■ **EXERCISE DATA**:
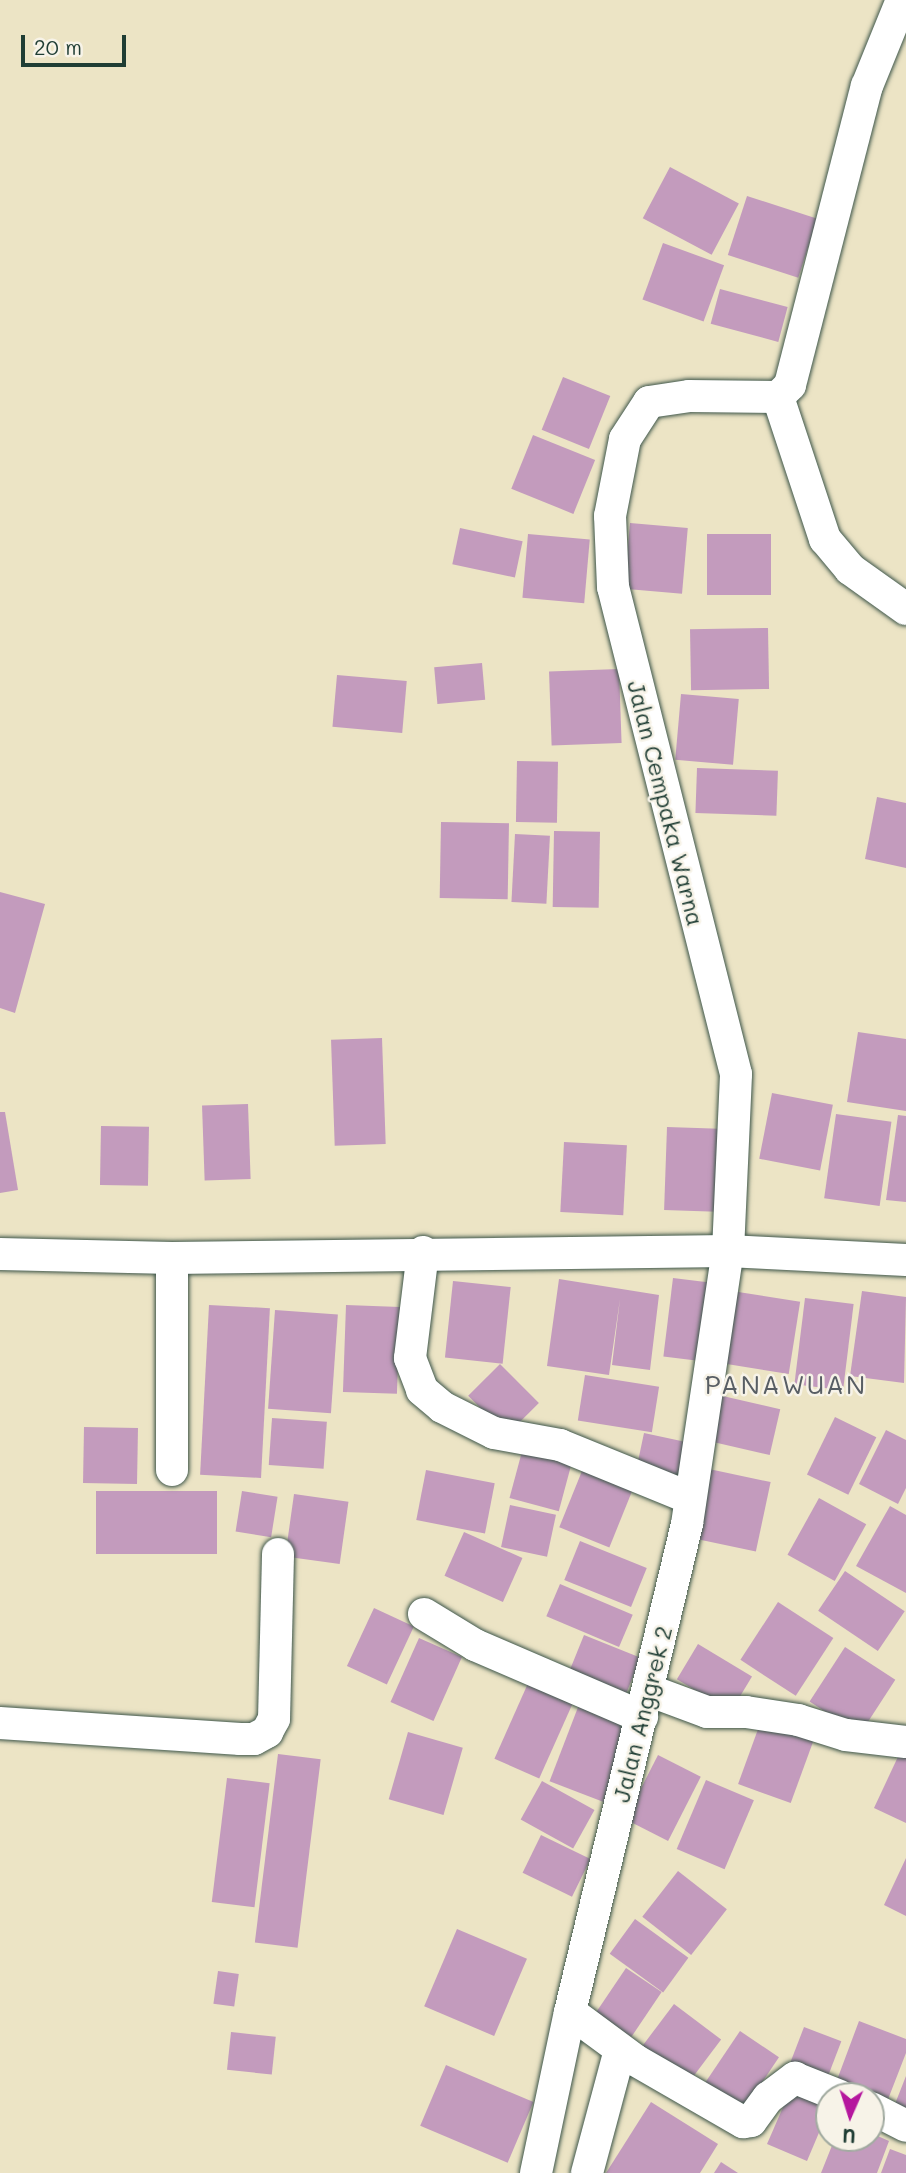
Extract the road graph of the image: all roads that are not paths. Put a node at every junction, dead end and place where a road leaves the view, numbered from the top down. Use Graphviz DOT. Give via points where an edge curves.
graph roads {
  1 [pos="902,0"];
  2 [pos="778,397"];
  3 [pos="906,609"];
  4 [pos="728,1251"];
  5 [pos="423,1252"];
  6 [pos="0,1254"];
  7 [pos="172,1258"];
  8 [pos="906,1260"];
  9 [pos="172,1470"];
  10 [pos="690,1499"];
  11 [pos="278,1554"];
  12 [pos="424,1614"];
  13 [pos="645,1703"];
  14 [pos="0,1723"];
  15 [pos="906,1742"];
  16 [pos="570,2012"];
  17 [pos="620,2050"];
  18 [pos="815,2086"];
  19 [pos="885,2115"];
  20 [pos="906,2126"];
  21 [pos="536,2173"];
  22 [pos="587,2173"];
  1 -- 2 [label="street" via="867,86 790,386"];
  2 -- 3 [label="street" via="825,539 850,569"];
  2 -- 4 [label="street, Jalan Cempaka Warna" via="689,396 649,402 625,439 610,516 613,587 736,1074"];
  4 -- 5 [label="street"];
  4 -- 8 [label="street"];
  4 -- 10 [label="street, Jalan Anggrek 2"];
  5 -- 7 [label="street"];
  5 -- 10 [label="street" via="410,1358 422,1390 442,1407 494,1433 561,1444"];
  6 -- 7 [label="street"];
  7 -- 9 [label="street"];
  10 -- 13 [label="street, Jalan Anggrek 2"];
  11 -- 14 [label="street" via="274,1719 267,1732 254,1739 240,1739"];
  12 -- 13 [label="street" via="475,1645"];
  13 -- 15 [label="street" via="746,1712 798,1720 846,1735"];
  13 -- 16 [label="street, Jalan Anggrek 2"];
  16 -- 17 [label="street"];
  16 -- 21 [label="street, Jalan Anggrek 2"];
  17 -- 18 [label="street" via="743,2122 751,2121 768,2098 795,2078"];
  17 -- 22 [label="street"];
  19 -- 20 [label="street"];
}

■ **REQUIRED WORK**:
Go through the listing, and whenever a line contains the string "Jalan", copy that line.

■ **WRITTEN REPLY**:
  2 -- 4 [label="street, Jalan Cempaka Warna" via="689,396 649,402 625,439 610,516 613,587 736,1074"];
  4 -- 10 [label="street, Jalan Anggrek 2"];
  10 -- 13 [label="street, Jalan Anggrek 2"];
  13 -- 16 [label="street, Jalan Anggrek 2"];
  16 -- 21 [label="street, Jalan Anggrek 2"];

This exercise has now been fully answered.